(Joint position lists)
-- Opening Marker --
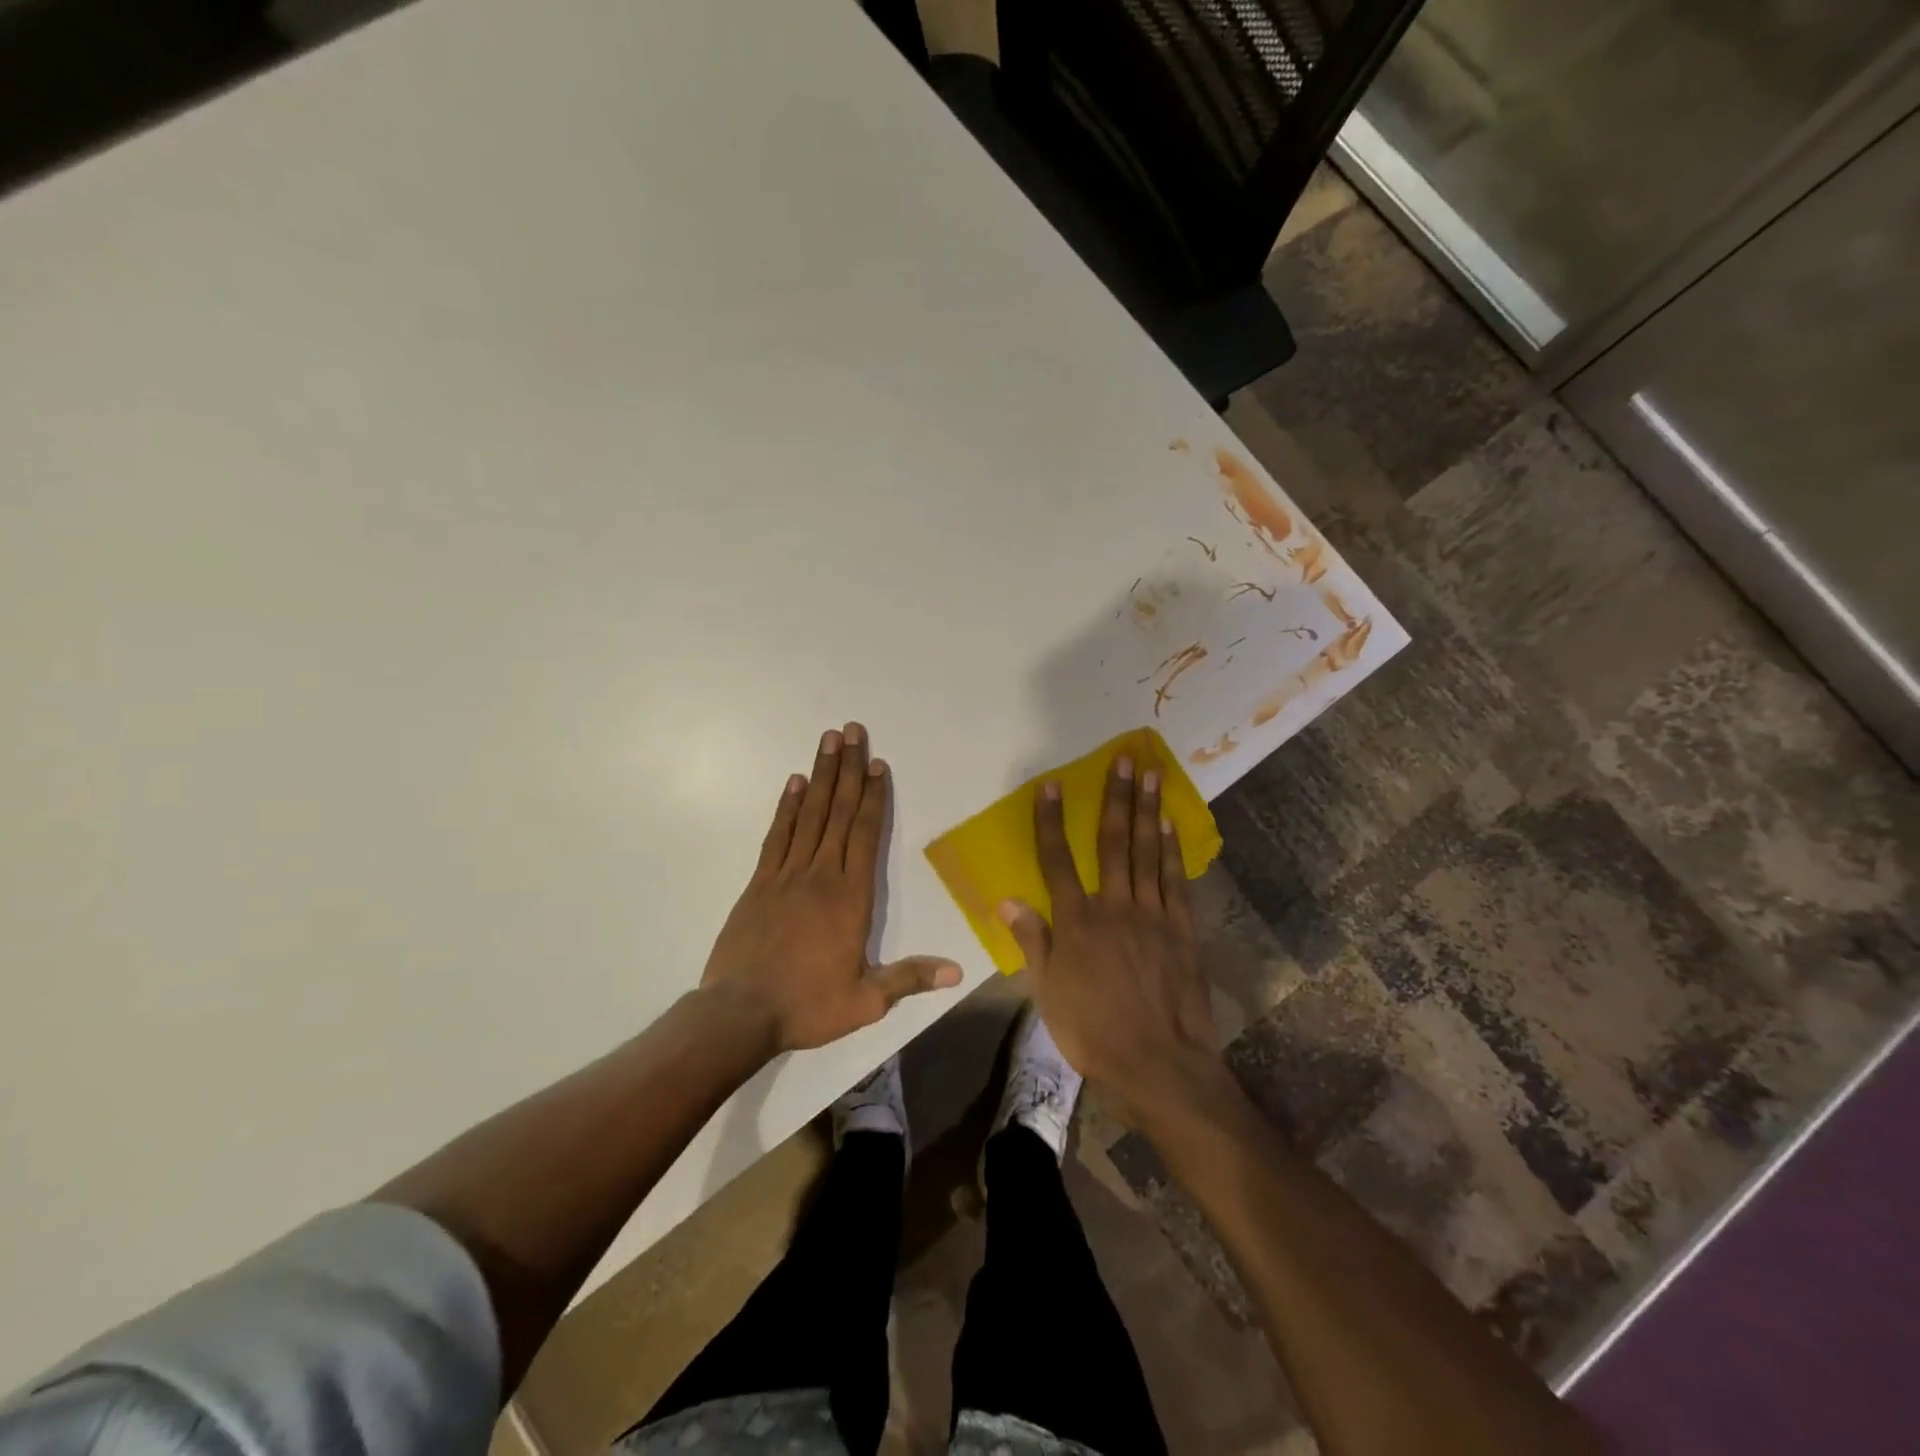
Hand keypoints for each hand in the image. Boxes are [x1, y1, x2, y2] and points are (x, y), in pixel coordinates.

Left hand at [700, 722, 960, 1052]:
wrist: (740, 1013)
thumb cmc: (807, 1005)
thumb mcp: (866, 1001)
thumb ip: (909, 978)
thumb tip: (957, 972)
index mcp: (850, 898)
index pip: (865, 835)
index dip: (873, 797)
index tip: (877, 763)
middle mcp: (820, 875)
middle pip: (838, 812)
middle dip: (848, 770)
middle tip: (852, 731)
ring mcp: (786, 875)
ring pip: (809, 815)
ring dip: (821, 775)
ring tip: (828, 740)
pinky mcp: (760, 882)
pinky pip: (777, 835)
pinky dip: (787, 806)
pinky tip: (795, 782)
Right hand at [1000, 754, 1219, 1124]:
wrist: (1159, 1064)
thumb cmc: (1093, 1032)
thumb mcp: (1048, 993)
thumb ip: (1032, 942)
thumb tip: (1006, 901)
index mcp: (1077, 922)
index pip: (1057, 861)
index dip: (1051, 822)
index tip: (1051, 787)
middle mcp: (1115, 906)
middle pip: (1112, 843)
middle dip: (1115, 798)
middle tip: (1124, 760)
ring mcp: (1152, 914)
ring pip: (1147, 852)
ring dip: (1148, 811)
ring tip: (1152, 775)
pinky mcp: (1181, 929)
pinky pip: (1175, 880)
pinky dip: (1172, 850)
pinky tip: (1170, 826)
-- Closing Marker --
(What you are asked to do): The lines to copy are those above that contain "middle".

(Written response):
middle mcp: (820, 875)
middle pip: (838, 812)
middle dip: (848, 770)
middle tip: (852, 731)
middle mcp: (1115, 906)
middle pip: (1112, 843)
middle dip: (1115, 798)
middle tip: (1124, 760)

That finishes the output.